What is needed: Where the records below have a line with "dead", that line is to be copied.

Exercise data:

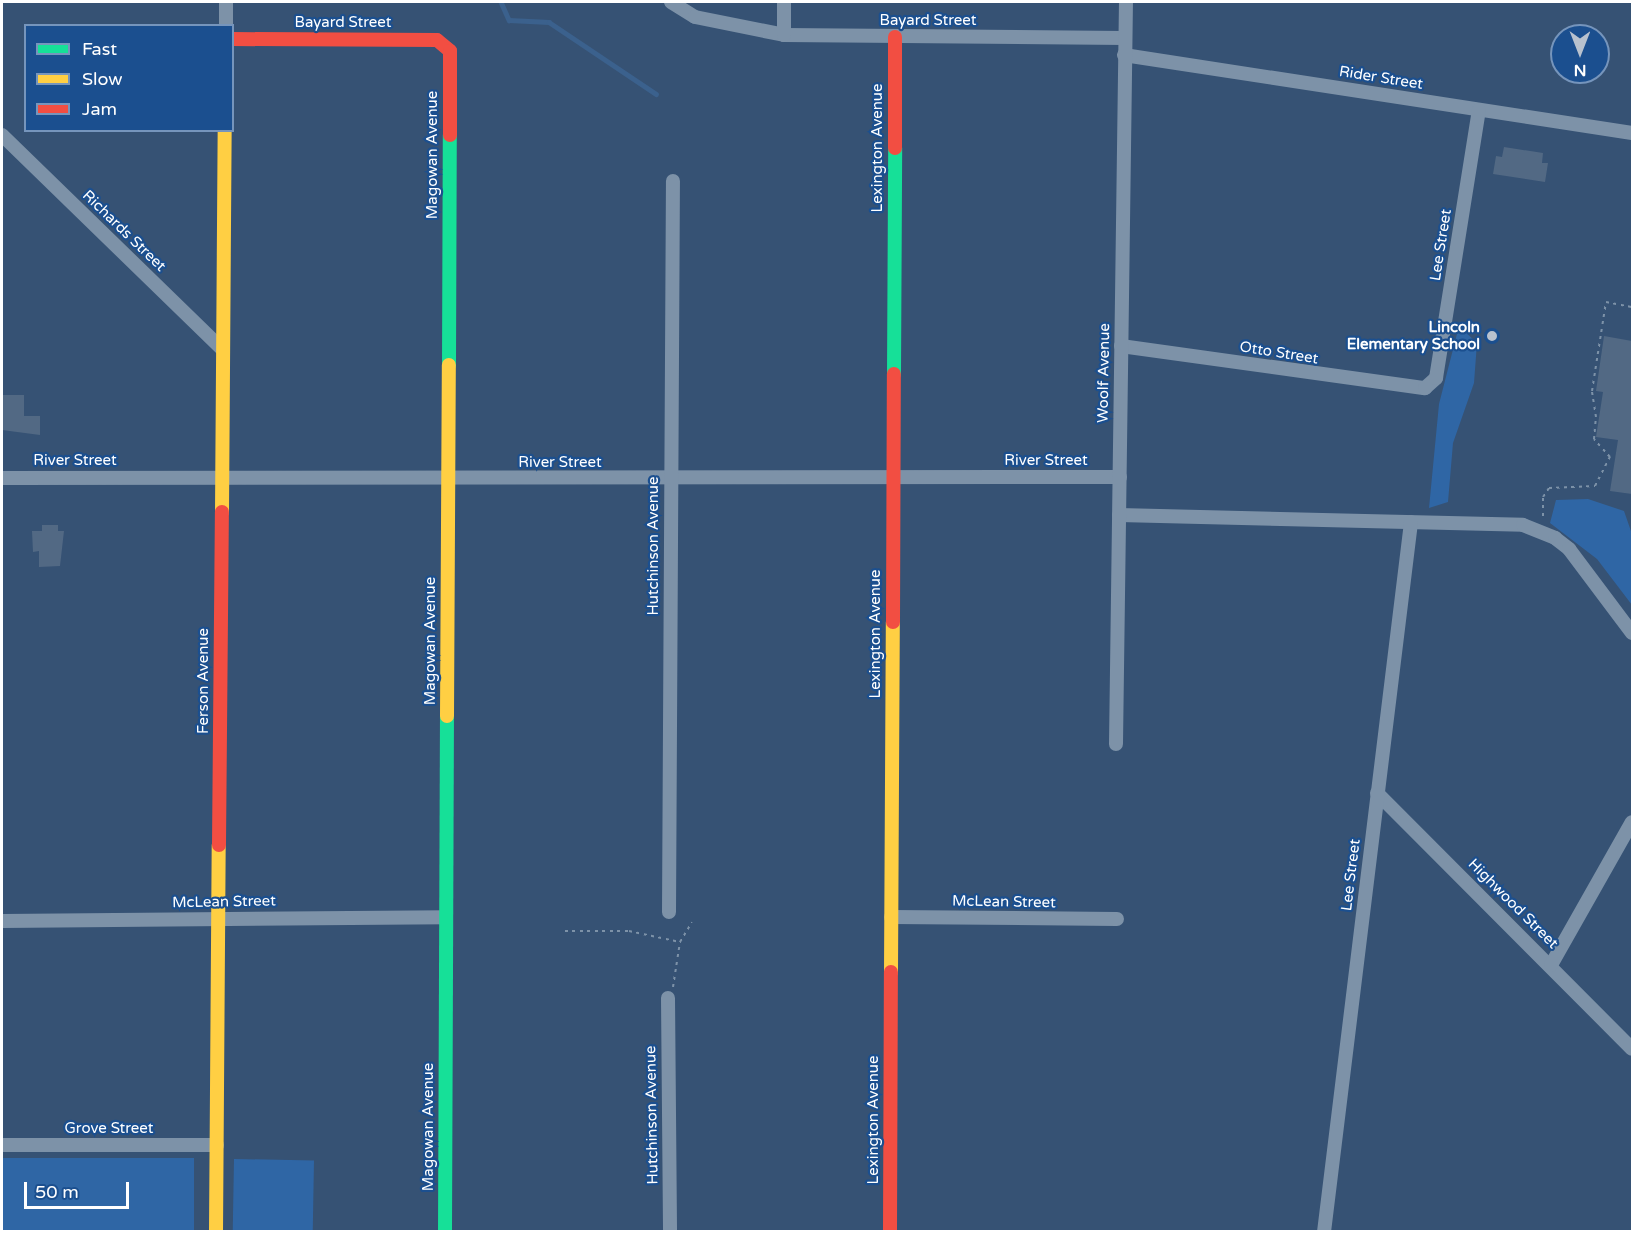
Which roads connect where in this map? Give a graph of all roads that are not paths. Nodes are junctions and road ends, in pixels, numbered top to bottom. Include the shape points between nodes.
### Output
1 (226, 2) edge
2 (671, 2) edge
3 (784, 2) edge
4 (1126, 2) edge
5 (226, 24) edge
6 (784, 35) junction
7 (896, 38) junction
8 (1125, 38) junction
9 (234, 39) edge
10 (450, 51) joint
11 (1124, 55) junction
12 (1479, 110) junction
13 (225, 132) edge
14 (1632, 133) edge
15 (2, 135) edge
16 (673, 181) dead end
17 (1121, 345) junction
18 (223, 350) junction
19 (1432, 384) joint
20 (1120, 477) junction
21 (2, 478) edge
22 (222, 478) junction
23 (894, 478) junction
24 (448, 479) junction
25 (671, 479) junction
26 (1119, 514) junction
27 (1410, 522) junction
28 (1632, 633) edge
29 (1116, 744) dead end
30 (1377, 793) junction
31 (1632, 822) edge
32 (669, 912) dead end
33 (446, 917) junction
34 (891, 917) junction
35 (219, 919) junction
36 (1117, 920) dead end
37 (2, 921) edge
38 (1551, 966) junction
39 (668, 998) dead end
40 (1628, 1045) edge
41 (2, 1145) edge
42 (217, 1145) junction
43 (216, 1232) edge
44 (445, 1232) edge
45 (670, 1232) edge
46 (890, 1232) edge
47 (1324, 1232) edge

1 - 5 street
2 - 6 street, Bayard Street via 695,16
3 - 6 street
4 - 8 street, Woolf Avenue
6 - 7 street, Bayard Street
7 - 8 street, Bayard Street
7 - 23 street, Lexington Avenue
8 - 11 street, Woolf Avenue
9 - 10 street, Bayard Street via 437,40
10 - 24 street, Magowan Avenue
11 - 12 street, Rider Street
11 - 17 street, Woolf Avenue
12 - 14 street, Rider Street
12 - 19 street, Lee Street
13 - 18 street, Ferson Avenue
15 - 18 street, Richards Street
16 - 25 street, Hutchinson Avenue
17 - 19 street, Otto Street via 1417,390
17 - 20 street, Woolf Avenue
18 - 22 street, Ferson Avenue
20 - 23 street, River Street
20 - 26 street, Woolf Avenue
21 - 22 street, River Street
22 - 24 street, River Street
22 - 35 street, Ferson Avenue
23 - 25 street, River Street
23 - 34 street, Lexington Avenue
24 - 25 street, River Street
24 - 33 street, Magowan Avenue
25 - 32 street, Hutchinson Avenue
26 - 27 street
26 - 29 street, Woolf Avenue
27 - 28 street via 1523,525 1540,530 1569,549
27 - 30 street, Lee Street
30 - 38 street, Highwood Street
30 - 47 street, Lee Street
31 - 38 street
33 - 35 street, McLean Street
33 - 44 street, Magowan Avenue
34 - 36 street, McLean Street
34 - 46 street, Lexington Avenue
35 - 37 street, McLean Street
35 - 42 street, Ferson Avenue
38 - 40 street, Highwood Street
39 - 45 street, Hutchinson Avenue
41 - 42 street, Grove Street
42 - 43 street, Ferson Avenue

Task solution:
16 (673, 181) dead end
29 (1116, 744) dead end
32 (669, 912) dead end
36 (1117, 920) dead end
39 (668, 998) dead end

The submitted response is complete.